*PROBLEM*
Copy every line of the records below where the word "edge" occurs.

::::::::::

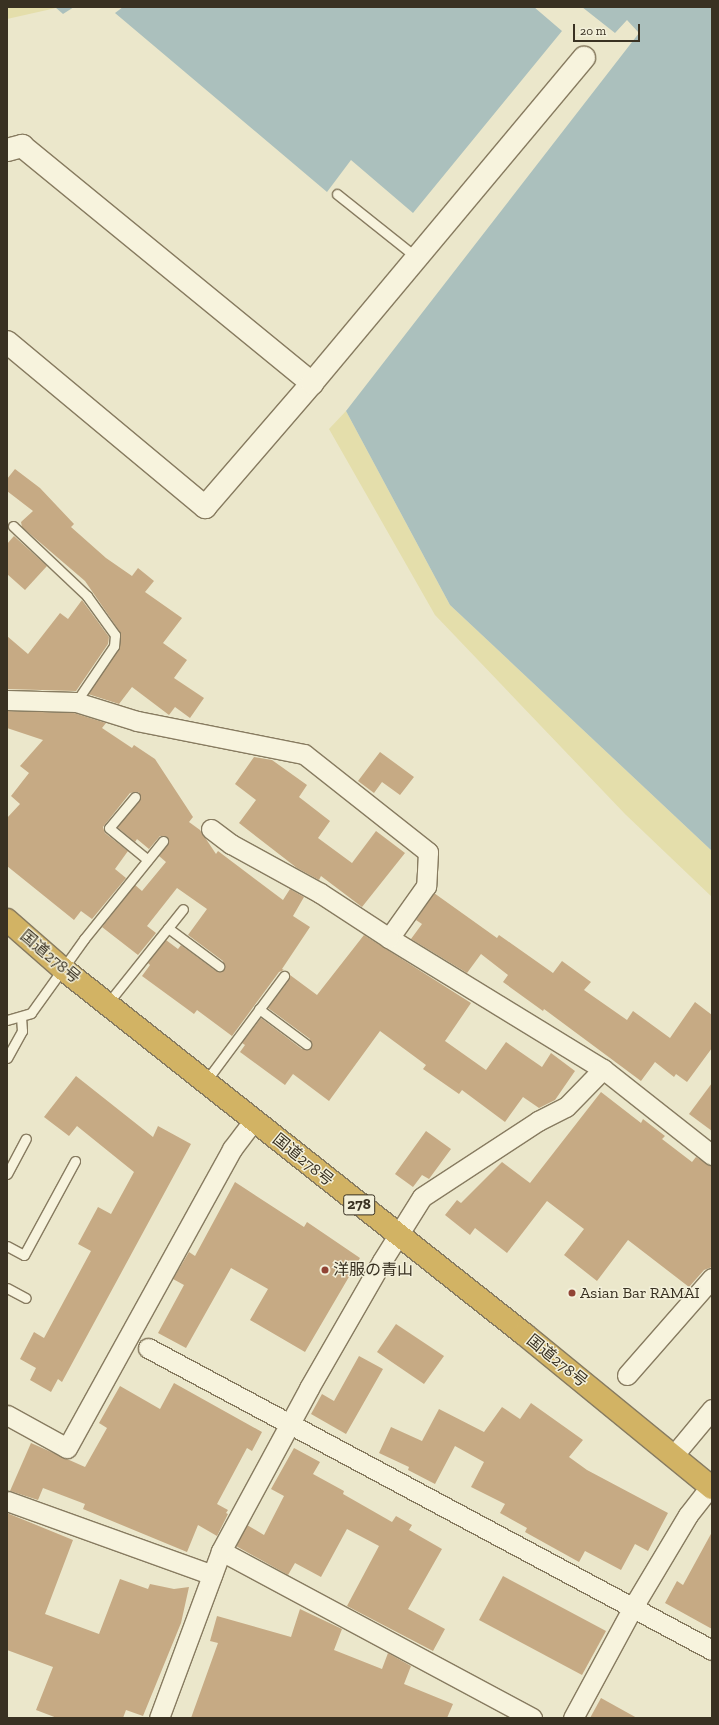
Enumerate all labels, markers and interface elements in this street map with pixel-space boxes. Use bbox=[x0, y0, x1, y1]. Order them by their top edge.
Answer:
scale bar bbox=[575, 16, 642, 42]
text: 20 m bbox=[580, 24, 606, 38]
street label: 国道278号 bbox=[16, 926, 84, 988]
street label: 国道278号 bbox=[269, 1130, 337, 1190]
road number: 278 bbox=[343, 1192, 375, 1218]
place label: 洋服の青山 bbox=[333, 1260, 413, 1280]
marker: 洋服の青山 bbox=[320, 1265, 330, 1275]
place label: Asian Bar RAMAI bbox=[580, 1283, 700, 1303]
marker: Asian Bar RAMAI bbox=[567, 1288, 577, 1298]
street label: 国道278号 bbox=[523, 1331, 591, 1391]

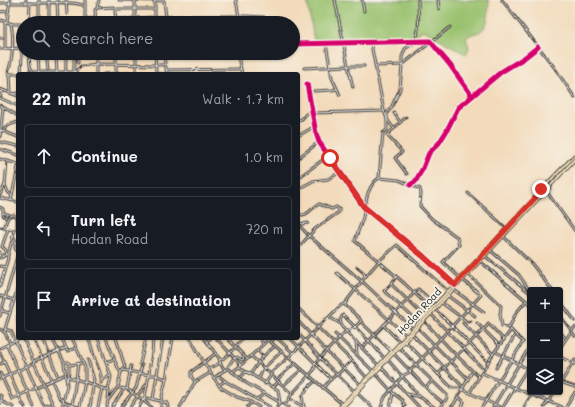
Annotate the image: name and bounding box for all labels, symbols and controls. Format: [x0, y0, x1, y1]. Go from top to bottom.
search box [16, 16, 300, 60]
icon: search [30, 27, 52, 49]
text: Search here [62, 28, 153, 48]
text: 22 min [32, 87, 86, 109]
text: Walk · 1.7 km [202, 90, 284, 107]
icon: ahead [33, 145, 55, 167]
text: Continue [71, 146, 138, 166]
text: 1.0 km [244, 148, 283, 165]
route start [321, 149, 339, 167]
route end [532, 180, 550, 198]
text: Turn left [71, 210, 136, 230]
icon: left [33, 217, 55, 239]
text: 720 m [246, 220, 283, 237]
text: Hodan Road [71, 230, 148, 247]
street label: Hodan Road [394, 285, 444, 337]
map controls [527, 287, 563, 395]
button: + [527, 287, 563, 323]
icon: arrive [33, 289, 55, 311]
text: Arrive at destination [71, 290, 231, 310]
button: − [527, 323, 563, 359]
button: layers [527, 359, 563, 395]

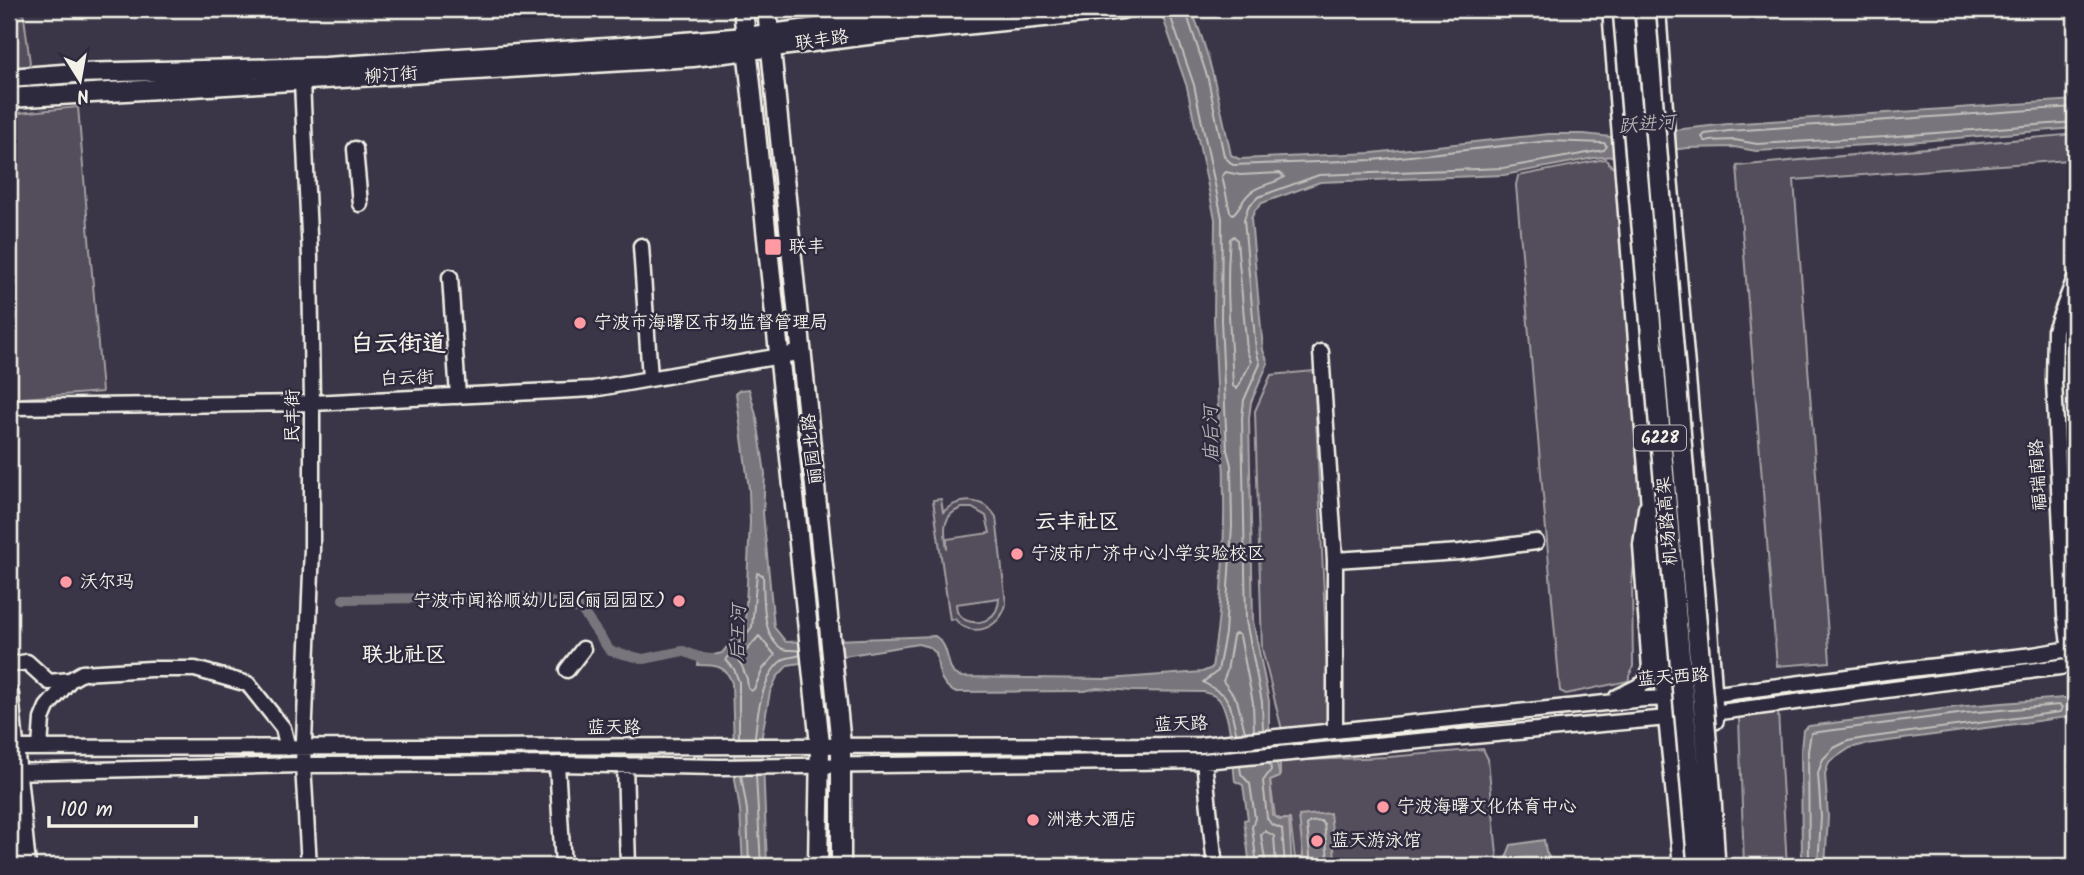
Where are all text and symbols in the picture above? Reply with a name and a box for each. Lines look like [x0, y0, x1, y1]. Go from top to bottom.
street label: 联丰路 [793, 23, 851, 59]
north arrow [46, 46, 116, 116]
street label: 柳汀街 [363, 60, 419, 92]
text: N [74, 79, 92, 111]
water label: 跃进河 [1617, 107, 1680, 142]
place label: 联丰 [789, 233, 825, 262]
marker: 联丰 [763, 237, 783, 257]
place label: 宁波市海曙区市场监督管理局 [594, 309, 828, 338]
marker: 宁波市海曙区市场监督管理局 [572, 315, 588, 331]
district label: 白云街道 [350, 325, 446, 364]
street label: 白云街 [380, 364, 434, 394]
street label: 民丰街 [279, 389, 308, 443]
water label: 庙后河 [1196, 402, 1227, 463]
street label: 丽园北路 [795, 412, 831, 486]
road number: G228 [1634, 426, 1686, 450]
street label: 福瑞南路 [2023, 438, 2055, 512]
street label: 机场路高架 [1650, 475, 1686, 567]
district label: 云丰社区 [1035, 506, 1119, 539]
place label: 宁波市广济中心小学实验校区 [1031, 540, 1265, 569]
marker: 宁波市广济中心小学实验校区 [1009, 546, 1025, 562]
place label: 沃尔玛 [80, 568, 134, 597]
marker: 沃尔玛 [58, 574, 74, 590]
place label: 宁波市闻裕顺幼儿园(丽园园区) [413, 587, 665, 616]
marker: 宁波市闻裕顺幼儿园(丽园园区) [671, 593, 687, 609]
water label: 后王河 [723, 601, 755, 662]
district label: 联北社区 [362, 639, 446, 672]
street label: 蓝天西路 [1636, 661, 1710, 695]
street label: 蓝天路 [1154, 710, 1208, 740]
street label: 蓝天路 [587, 714, 641, 743]
scale bar [49, 784, 196, 828]
place label: 宁波海曙文化体育中心 [1397, 793, 1577, 822]
text: 100 m [60, 794, 113, 827]
marker: 宁波海曙文化体育中心 [1375, 799, 1391, 815]
place label: 洲港大酒店 [1047, 806, 1137, 835]
marker: 洲港大酒店 [1025, 812, 1041, 828]
place label: 蓝天游泳馆 [1331, 827, 1421, 856]
marker: 蓝天游泳馆 [1309, 833, 1325, 849]

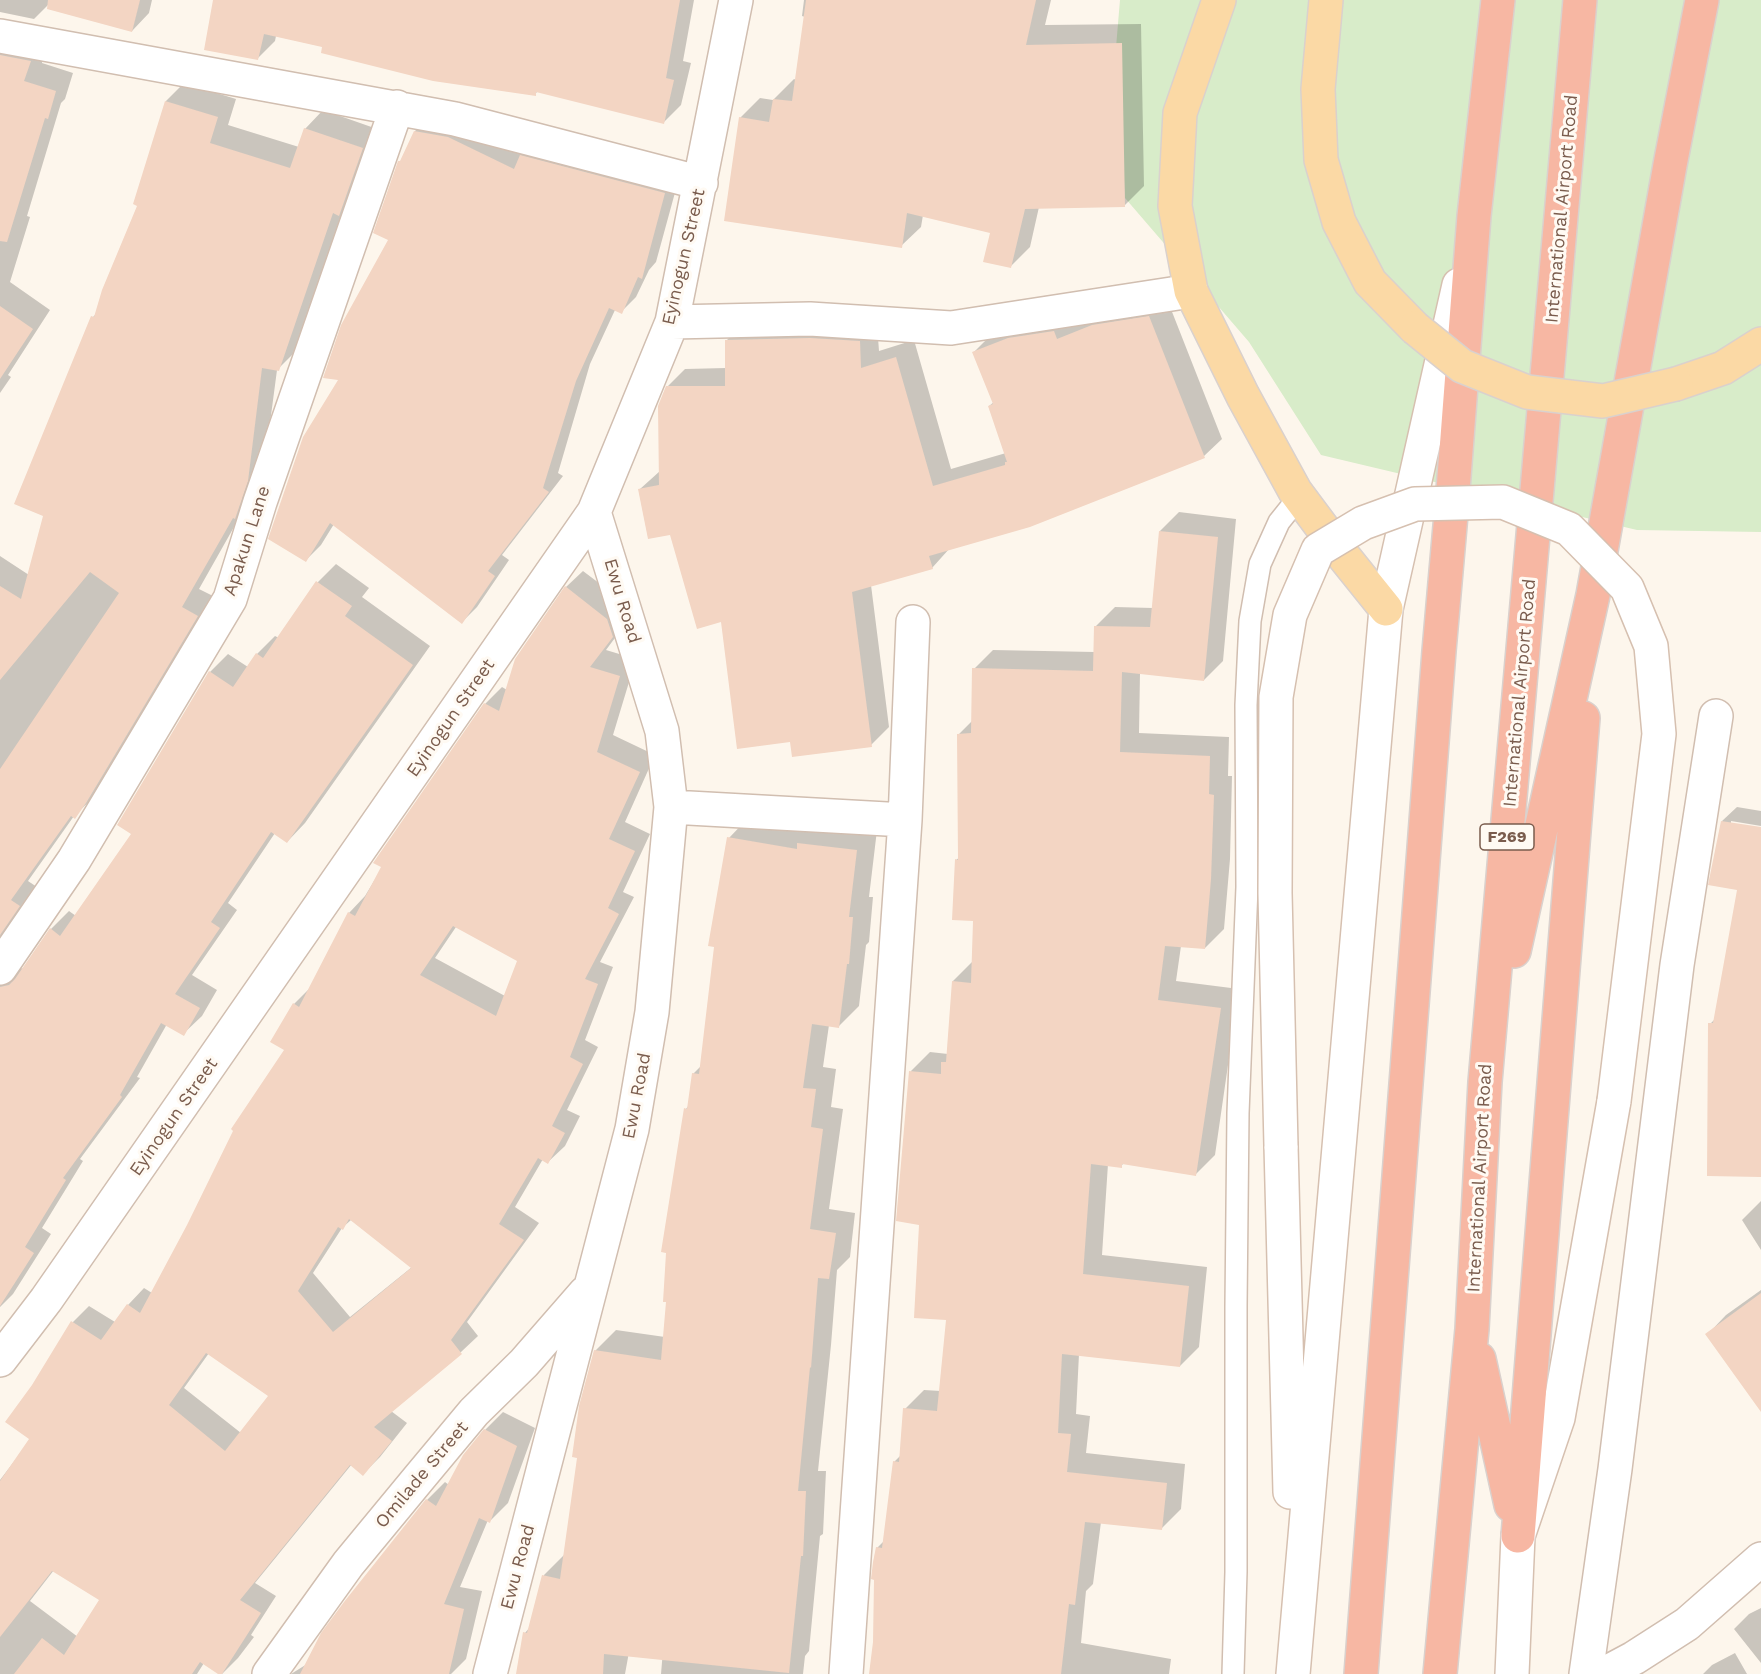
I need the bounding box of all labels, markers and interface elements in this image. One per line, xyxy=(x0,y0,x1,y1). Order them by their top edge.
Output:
street label: International Airport Road xyxy=(1541,94,1583,324)
street label: Eyinogun Street xyxy=(658,187,710,327)
street label: Apakun Lane xyxy=(219,483,275,599)
street label: Ewu Road xyxy=(599,556,645,646)
street label: International Airport Road xyxy=(1499,578,1541,808)
street label: Eyinogun Street xyxy=(402,655,500,781)
road number: F269 xyxy=(1480,824,1534,850)
street label: Ewu Road xyxy=(618,1051,656,1141)
street label: Eyinogun Street xyxy=(125,1054,223,1180)
street label: International Airport Road xyxy=(1463,1063,1497,1293)
street label: Omilade Street xyxy=(371,1417,473,1533)
street label: Ewu Road xyxy=(496,1522,540,1612)

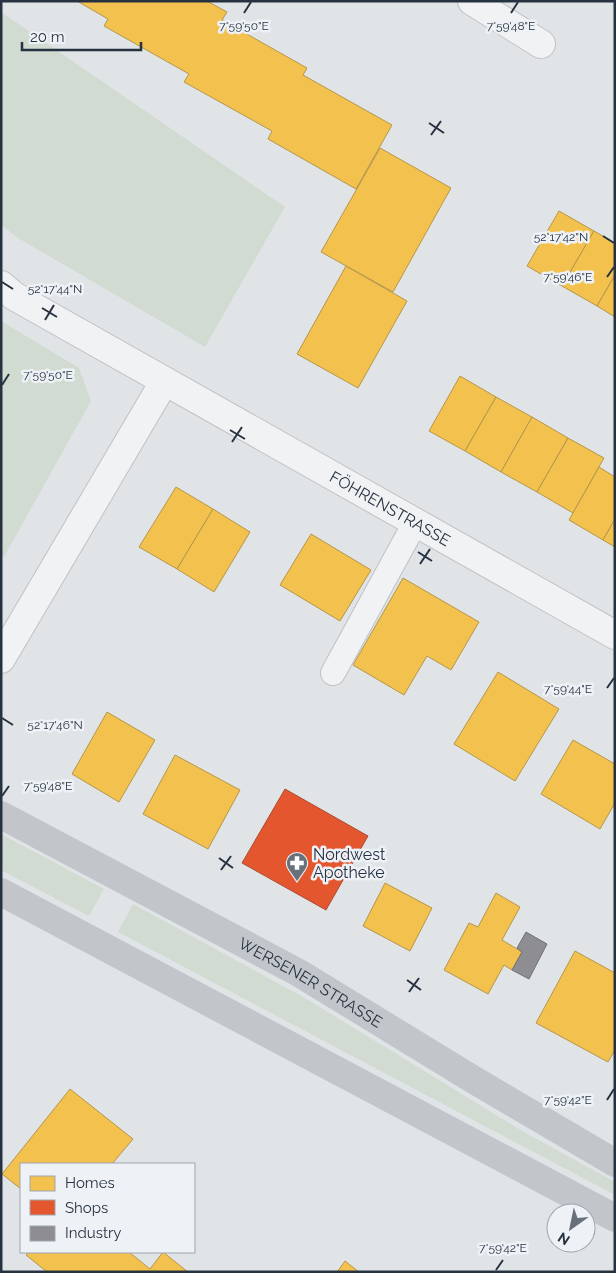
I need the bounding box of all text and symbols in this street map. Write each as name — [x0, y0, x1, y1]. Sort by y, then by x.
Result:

::::::::::

*ANSWER BOX*
Enumerate all labels, markers and interface elements in this street map with pixel-space boxes. Use bbox=[x0, y0, x1, y1]. Order them by their top edge.
I need the bounding box of all labels, markers and interface elements in this image. One per line, xyxy=(x0,y0,x1,y1). Order them by their top edge.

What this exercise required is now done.